Unlike this mental outsourcing to a machine, however, workslop uniquely uses machines to offload cognitive work to another human being. When coworkers receive workslop, they are often required to take on the burden of decoding the content, inferring missed or false context. A cascade of effortful and complex decision-making processes may follow, including rework and uncomfortable exchanges with colleagues.
Consider a few examples.
When asked about their experience with workslop, one individual contributor in finance described the impact of receiving work that was AI-generated: “It created a situation where I had to decide whether I would rewrite it myself, make him rewrite it, or just call it good enough. It is furthering the agenda of creating a mentally lazy, slow-thinking society that will become wholly dependant [sic] upon outside forces.”
In another case, a frontline manager in the tech sector described their reaction: “It was just a little confusing to understand what was actually going on in the email and what he actually meant to say. It probably took an hour or two of time just to congregate [sic] everybody and repeat the information in a clear and concise way.”

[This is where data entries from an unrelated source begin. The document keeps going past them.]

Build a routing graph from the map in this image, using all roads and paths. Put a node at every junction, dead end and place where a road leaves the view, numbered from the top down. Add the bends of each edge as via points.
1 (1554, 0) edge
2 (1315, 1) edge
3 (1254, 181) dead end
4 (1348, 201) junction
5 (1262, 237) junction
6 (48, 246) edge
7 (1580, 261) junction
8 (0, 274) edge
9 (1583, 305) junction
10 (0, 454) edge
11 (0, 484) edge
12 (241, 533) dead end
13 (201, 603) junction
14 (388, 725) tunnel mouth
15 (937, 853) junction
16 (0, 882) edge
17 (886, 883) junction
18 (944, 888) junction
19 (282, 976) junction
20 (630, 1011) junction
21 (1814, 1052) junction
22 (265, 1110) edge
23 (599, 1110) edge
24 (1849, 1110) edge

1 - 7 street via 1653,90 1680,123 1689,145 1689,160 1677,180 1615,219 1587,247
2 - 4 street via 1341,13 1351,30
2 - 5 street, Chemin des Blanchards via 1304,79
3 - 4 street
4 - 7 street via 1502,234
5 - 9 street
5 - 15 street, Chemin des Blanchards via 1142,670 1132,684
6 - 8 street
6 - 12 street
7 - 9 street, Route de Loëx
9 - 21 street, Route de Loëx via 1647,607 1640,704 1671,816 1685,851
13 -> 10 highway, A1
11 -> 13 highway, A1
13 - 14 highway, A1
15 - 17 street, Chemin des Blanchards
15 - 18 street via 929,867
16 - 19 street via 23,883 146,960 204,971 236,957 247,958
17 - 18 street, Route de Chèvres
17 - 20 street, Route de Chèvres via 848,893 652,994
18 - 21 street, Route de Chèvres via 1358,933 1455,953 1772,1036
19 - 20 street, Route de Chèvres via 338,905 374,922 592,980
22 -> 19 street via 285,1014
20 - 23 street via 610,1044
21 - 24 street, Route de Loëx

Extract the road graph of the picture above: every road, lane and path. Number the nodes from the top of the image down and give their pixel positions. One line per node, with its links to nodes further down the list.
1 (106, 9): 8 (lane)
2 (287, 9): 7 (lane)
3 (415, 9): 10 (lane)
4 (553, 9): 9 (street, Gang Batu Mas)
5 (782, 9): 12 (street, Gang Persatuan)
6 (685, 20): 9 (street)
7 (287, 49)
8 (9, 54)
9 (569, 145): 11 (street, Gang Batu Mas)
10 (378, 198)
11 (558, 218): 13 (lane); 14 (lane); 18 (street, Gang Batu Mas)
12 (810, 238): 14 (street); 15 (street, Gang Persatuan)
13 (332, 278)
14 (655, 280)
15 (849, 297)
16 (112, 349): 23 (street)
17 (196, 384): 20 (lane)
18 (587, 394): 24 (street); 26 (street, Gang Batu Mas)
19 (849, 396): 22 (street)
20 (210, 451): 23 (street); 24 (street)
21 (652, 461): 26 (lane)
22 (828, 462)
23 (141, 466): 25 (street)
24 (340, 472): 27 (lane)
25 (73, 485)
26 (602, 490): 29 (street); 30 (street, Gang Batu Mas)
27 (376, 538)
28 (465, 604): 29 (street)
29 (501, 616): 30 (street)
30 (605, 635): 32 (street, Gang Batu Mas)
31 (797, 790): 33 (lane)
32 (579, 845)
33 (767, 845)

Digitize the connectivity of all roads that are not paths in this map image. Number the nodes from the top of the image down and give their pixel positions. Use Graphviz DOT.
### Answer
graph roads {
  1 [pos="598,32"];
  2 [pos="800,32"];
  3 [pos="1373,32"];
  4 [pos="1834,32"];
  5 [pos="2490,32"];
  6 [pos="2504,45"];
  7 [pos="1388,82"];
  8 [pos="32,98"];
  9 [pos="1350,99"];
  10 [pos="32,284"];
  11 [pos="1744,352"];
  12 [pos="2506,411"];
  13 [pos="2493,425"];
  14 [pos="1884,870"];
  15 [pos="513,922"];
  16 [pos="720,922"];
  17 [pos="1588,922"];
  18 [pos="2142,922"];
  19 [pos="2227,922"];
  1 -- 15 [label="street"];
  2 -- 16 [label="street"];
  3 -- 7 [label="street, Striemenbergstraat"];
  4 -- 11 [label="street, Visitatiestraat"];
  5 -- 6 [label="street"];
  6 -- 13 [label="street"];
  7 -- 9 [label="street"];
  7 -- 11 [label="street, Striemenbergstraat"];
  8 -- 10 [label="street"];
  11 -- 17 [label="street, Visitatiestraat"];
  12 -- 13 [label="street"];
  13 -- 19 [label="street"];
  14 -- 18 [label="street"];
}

A director in retail said: “I had to waste more time following up on the information and checking it with my own research. I then had to waste even more time setting up meetings with other supervisors to address the issue. Then I continued to waste my own time having to redo the work myself.”
Each incidence of workslop carries real costs for companies. Employees reported spending an average of one hour and 56 minutes dealing with each instance of workslop. Based on participants’ estimates of time spent, as well as on their self-reported salary, we find that these workslop incidents carry an invisible tax of $186 per month. For an organization of 10,000 workers, given the estimated prevalence of workslop (41%), this yields over $9 million per year in lost productivity.
Respondents also reported social and emotional costs of workslop, including the problem of navigating how to diplomatically respond to receiving it, particularly in hierarchical relationships. When we asked participants in our study how it feels to receive workslop, 53% report being annoyed, 38% confused, and 22% offended.
The most alarming cost may be interpersonal. Low effort, unhelpful AI generated work is having a significant impact on collaboration at work. Approximately half of the people we surveyed viewed colleagues who sent workslop as less creative, capable, and reliable than they did before receiving the output. Forty-two percent saw them as less trustworthy, and 37% saw that colleague as less intelligent. This may well echo recent research on the competence penalty for AI use at work, where engineers who allegedly used AI to write a code snippet were perceived as less competent than those who didn’t (and female engineers were disproportionately penalized).
What’s more, 34% of people who receive workslop are notifying teammates or managers of these incidents, potentially eroding trust between sender and receiver. One third of people (32%) who have received workslop report being less likely to want to work with the sender again in the future.
Over time, this interpersonal workslop tax threatens to erode critical elements of collaboration that are essential for successful workplace AI adoption efforts and change management.